What about autonomous vehicles and cars? The modern automobile is basically a network on wheels. Many of these vehicles do not provide adequate protection for their networks, sensors, and electronic control units (ECUs). As vehicles become more sophisticated and autonomous, they will be even more susceptible to attacks.
In order to protect the car's data, control systems, and communication, embedded security solutions can be implemented to secure the car's brain (the ECUs).
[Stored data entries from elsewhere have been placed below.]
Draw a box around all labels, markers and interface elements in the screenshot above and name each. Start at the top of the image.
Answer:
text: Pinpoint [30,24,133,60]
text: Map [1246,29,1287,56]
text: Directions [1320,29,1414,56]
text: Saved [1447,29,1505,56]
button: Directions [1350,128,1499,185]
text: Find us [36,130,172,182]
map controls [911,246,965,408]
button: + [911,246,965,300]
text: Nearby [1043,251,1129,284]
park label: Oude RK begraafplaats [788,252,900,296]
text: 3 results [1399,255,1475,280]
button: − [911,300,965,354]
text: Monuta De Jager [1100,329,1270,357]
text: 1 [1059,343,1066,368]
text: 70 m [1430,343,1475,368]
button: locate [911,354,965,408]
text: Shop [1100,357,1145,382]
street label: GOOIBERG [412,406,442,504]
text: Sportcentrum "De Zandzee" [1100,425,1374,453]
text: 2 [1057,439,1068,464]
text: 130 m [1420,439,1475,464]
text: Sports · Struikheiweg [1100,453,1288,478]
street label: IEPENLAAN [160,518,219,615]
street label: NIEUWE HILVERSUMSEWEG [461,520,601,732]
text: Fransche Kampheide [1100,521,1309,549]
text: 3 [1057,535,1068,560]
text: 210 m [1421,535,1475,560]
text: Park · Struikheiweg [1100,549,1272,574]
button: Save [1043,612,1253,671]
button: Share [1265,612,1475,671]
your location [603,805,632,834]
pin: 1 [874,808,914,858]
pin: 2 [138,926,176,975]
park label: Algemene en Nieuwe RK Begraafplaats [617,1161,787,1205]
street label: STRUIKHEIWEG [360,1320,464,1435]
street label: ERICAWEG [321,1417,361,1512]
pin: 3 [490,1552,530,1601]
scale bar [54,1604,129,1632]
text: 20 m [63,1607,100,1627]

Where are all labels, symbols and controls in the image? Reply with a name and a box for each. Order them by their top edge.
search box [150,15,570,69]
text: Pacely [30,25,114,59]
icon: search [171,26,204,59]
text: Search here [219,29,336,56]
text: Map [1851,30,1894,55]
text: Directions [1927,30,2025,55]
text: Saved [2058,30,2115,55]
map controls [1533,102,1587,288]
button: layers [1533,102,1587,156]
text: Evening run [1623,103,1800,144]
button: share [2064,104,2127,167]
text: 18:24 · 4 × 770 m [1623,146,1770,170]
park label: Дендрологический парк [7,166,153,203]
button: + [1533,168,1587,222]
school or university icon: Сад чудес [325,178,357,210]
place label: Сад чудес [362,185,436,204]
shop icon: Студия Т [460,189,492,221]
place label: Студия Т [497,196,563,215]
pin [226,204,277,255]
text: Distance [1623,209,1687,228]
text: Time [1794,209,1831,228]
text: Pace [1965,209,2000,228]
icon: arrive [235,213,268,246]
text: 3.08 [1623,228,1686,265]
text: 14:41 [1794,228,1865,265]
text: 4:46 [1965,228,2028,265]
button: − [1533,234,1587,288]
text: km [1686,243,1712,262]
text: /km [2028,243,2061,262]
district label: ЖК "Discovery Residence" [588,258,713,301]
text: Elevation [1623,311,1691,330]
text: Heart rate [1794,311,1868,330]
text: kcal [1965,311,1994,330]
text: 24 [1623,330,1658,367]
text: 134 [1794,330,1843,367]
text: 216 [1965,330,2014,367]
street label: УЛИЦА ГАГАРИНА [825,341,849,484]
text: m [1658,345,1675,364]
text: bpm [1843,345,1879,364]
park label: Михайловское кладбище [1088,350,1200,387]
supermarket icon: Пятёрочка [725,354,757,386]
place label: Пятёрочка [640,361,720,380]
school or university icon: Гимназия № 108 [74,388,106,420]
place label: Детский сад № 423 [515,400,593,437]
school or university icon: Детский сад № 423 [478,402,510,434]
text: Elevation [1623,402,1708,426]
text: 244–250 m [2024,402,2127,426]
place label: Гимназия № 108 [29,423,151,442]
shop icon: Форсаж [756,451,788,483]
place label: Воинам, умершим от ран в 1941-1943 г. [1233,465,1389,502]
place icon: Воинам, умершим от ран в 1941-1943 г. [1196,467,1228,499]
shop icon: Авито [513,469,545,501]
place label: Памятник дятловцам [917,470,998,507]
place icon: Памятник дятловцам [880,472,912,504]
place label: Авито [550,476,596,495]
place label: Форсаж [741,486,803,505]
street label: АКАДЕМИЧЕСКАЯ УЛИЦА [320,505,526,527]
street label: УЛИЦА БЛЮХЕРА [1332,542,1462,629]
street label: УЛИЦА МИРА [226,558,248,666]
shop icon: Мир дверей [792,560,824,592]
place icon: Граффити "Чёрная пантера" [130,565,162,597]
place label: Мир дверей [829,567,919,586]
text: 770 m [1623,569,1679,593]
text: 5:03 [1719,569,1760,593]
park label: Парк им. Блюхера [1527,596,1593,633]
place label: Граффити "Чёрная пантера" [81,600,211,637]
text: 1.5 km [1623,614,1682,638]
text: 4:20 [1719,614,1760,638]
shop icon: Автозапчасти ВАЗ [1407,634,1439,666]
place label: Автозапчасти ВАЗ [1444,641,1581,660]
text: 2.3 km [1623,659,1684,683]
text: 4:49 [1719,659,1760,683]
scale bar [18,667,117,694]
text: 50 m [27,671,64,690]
As a final point, we should not neglect the traditional IT systems that keep municipal data, employees, web sites, and services operational. In order to breach this type of infrastructure, would-be attackers already posses a full kit of tools and techniques. It is important for IT departments to implement the best and most current security practices and solutions to prevent the damage that can arise from compromising their traditional architecture.
Due to the increasing complexity of computer and data networks in our cities, utilities, buildings, and cars, their vulnerability to bad actors and cyberattacks is increasing as well.
Managers of cities and networks can mitigate these risks now with proven steps. It is possible to inoculate connected devices against cyberattacks both now and in the future by implementing protocols and technologies. We must make security a priority throughout the entire manufacturing process, from the assembly line to the deployment and management of systems. Our technology leaders, engineers, and designers, along with our STEM training universities must master the latest security best practices and technologies.